In this sense, the vouchers are split into a number of different categories, ranging from those you can use to buy amplified phones to vouchers that use talk-back number dialing, each with a maximum dollar amount tied to them.
You should note, however, that you can only apply for vouchers that will help you with using the phones that the HHS approved previously, and you should carefully comb through the list in order to avoid any issues during the application process.
On top of this, your disability will also play an important role in determining the type of voucher you’ll receive, and if you’re a deafblind person, you’re most likely going to receive an amplified phone voucher.
Even though assistance through STAP isn’t one-time, you’re eligible for a single voucher every 5 years, or for as long as your device’s warranty lasts.
This date is often referred to as your anniversary date for STAP, and you won’t be able to reapply for assistance until this period has expired.
The maximum amount of time you can apply before your 5-year anniversary with STAP is 6 months, after which you’ll receive a letter stating exactly when you’ll be receiving the voucher you’ve qualified for.
On the other hand, if you applied only 3 months prior to your anniversary date, the ODHHS won’t be sending you a letter, and you’ll only receive the voucher in the mail after the 3 months have passed.
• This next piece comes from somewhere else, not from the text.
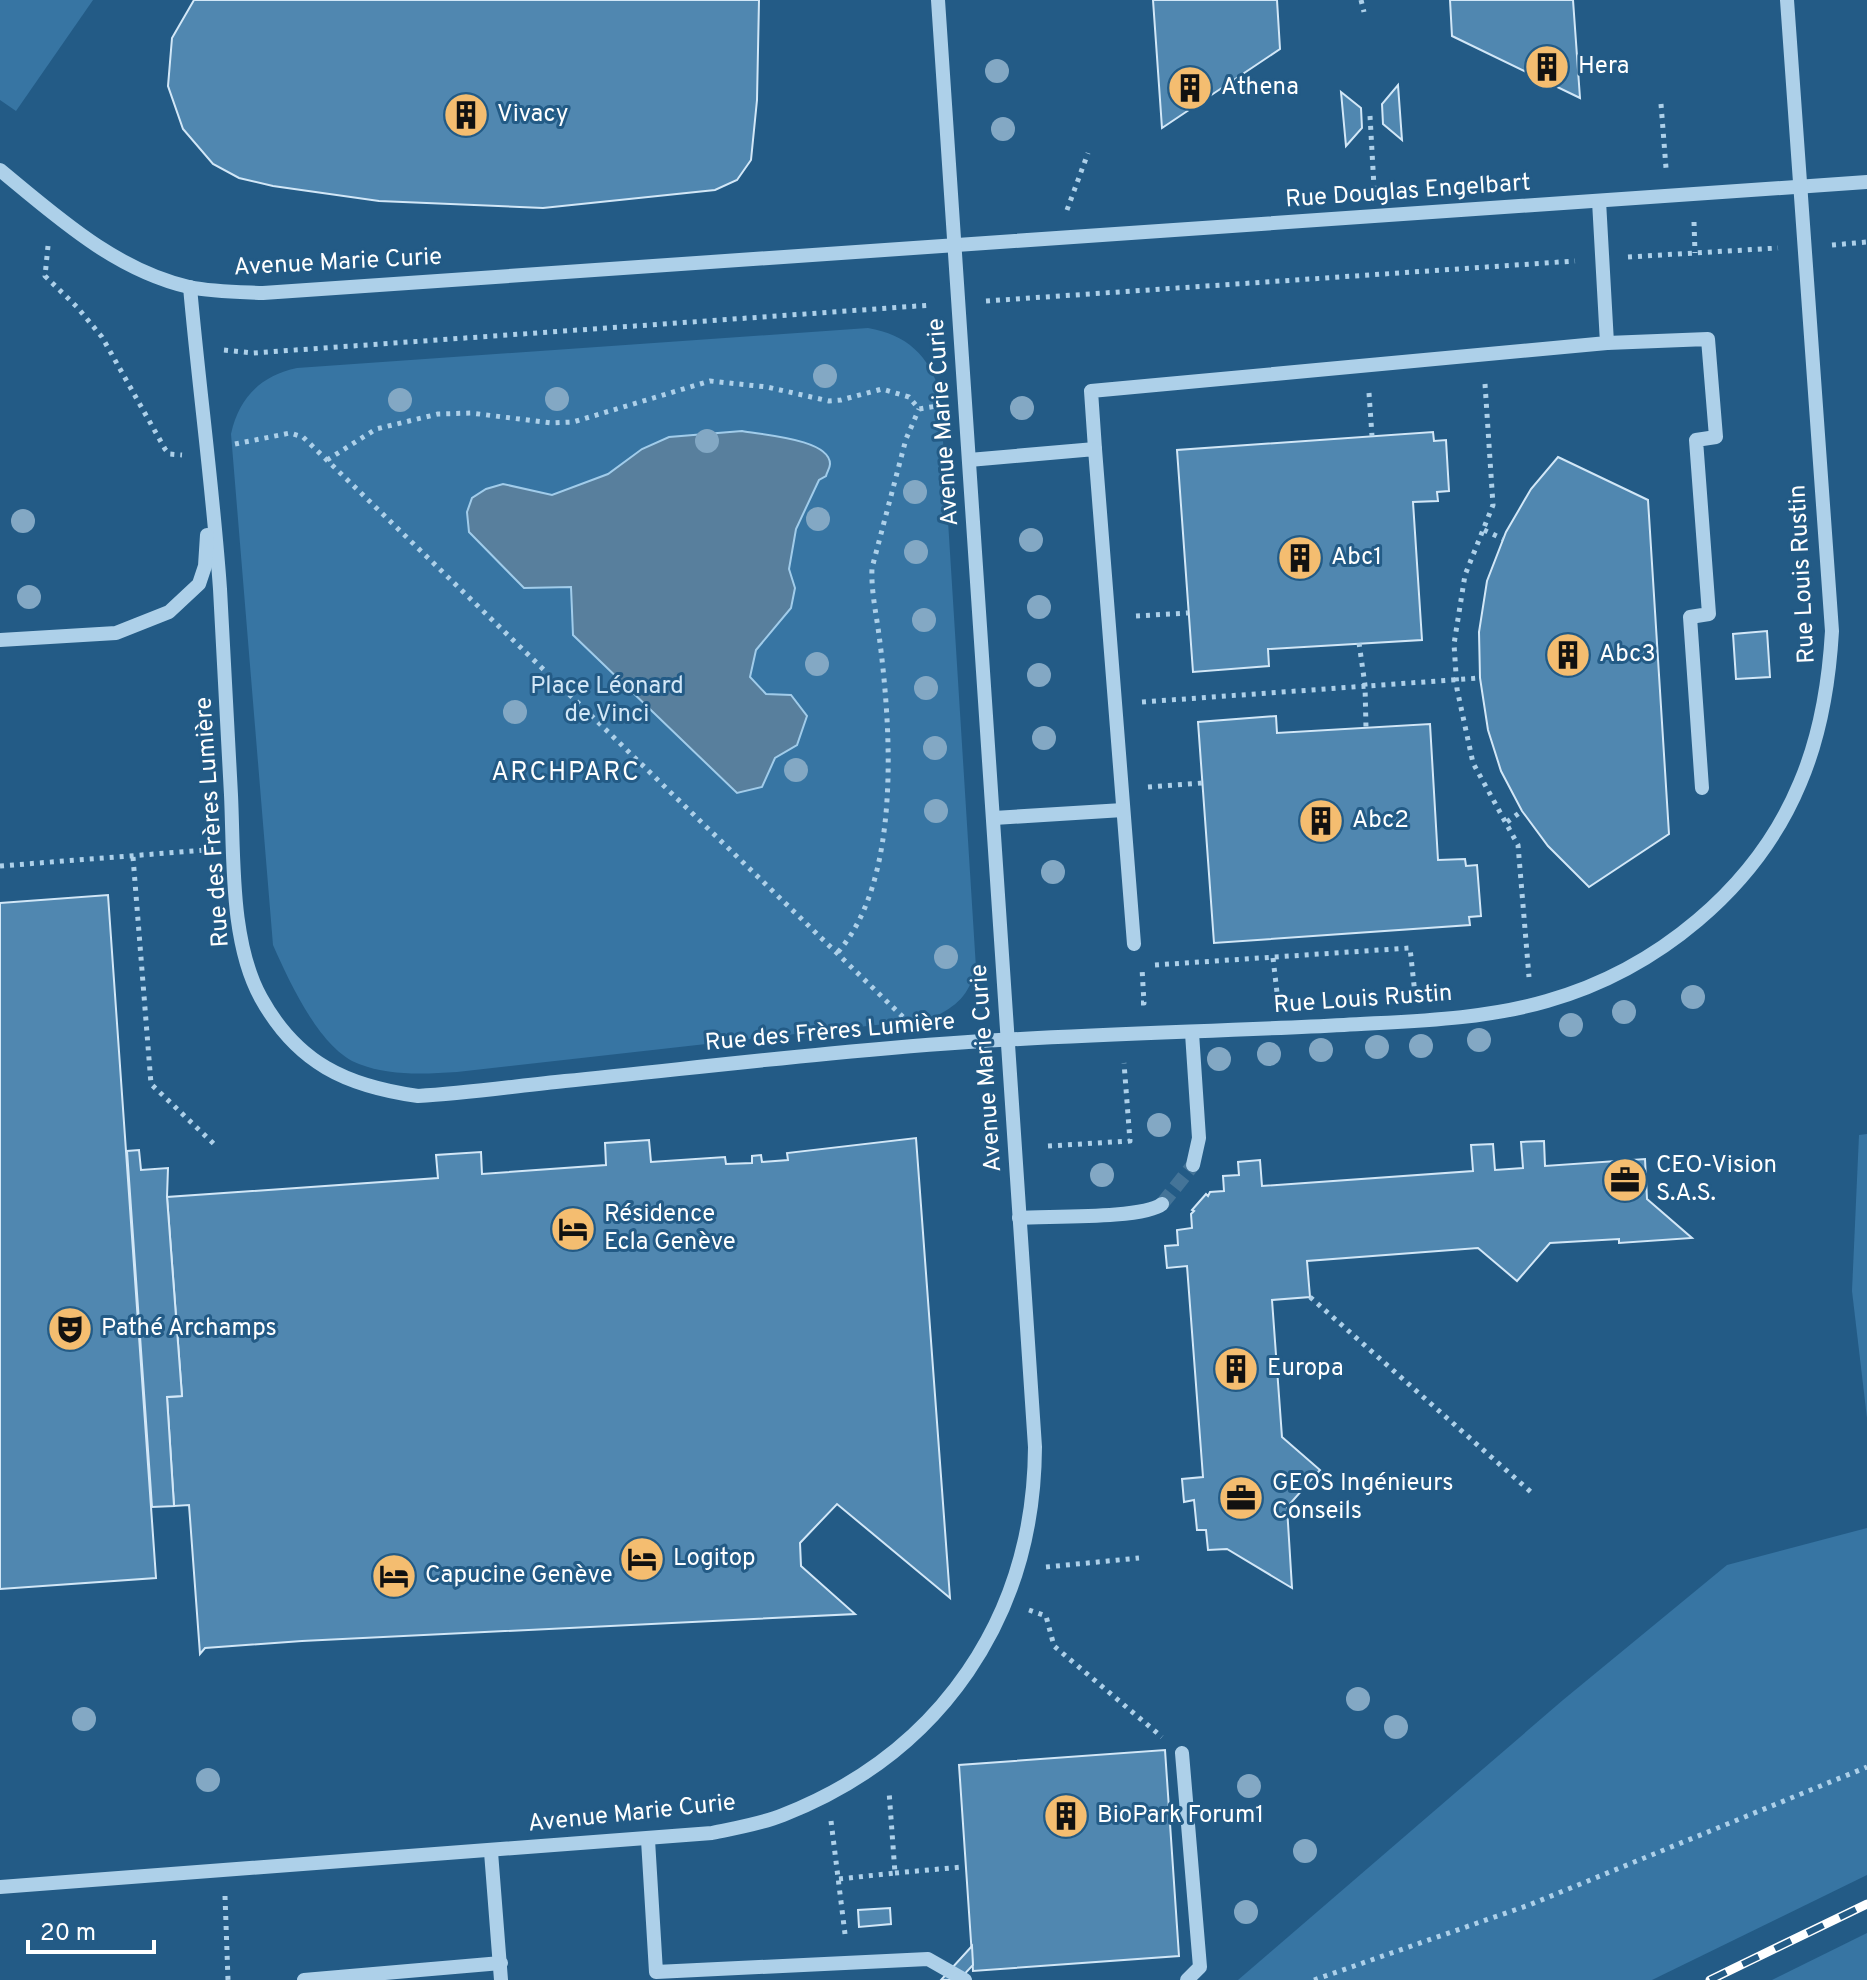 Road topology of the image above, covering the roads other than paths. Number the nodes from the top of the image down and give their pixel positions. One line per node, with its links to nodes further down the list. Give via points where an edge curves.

If you haven’t already used your previous voucher and it’s expired, you can send it to your local HHS office and have it replaced with a brand new voucher that has a new expiration date of six months from the moment it’s been handed to you.
Finally, if you’ve applied for the wrong voucher, it’s not the end of the world, and you can reapply for a second one without issue, so long as you haven’t used the original voucher you received.
By simply mailing in another request to receive a voucher for a different category, the HHS will examine your reapplication and determine whether you’re eligible for the requested voucher, after which you’ll either receive a letter declining your request or the voucher you needed in the mail.
However, if you apply under change of disability, implying that your disability has improved, the HHS will not hand you an additional voucher as long as the device you’re currently using can provide you with telephone network access.
This means that even if your disability has subsided to a degree, you can still keep using your TTY device, even if you wouldn’t normally need it to access a telephone network.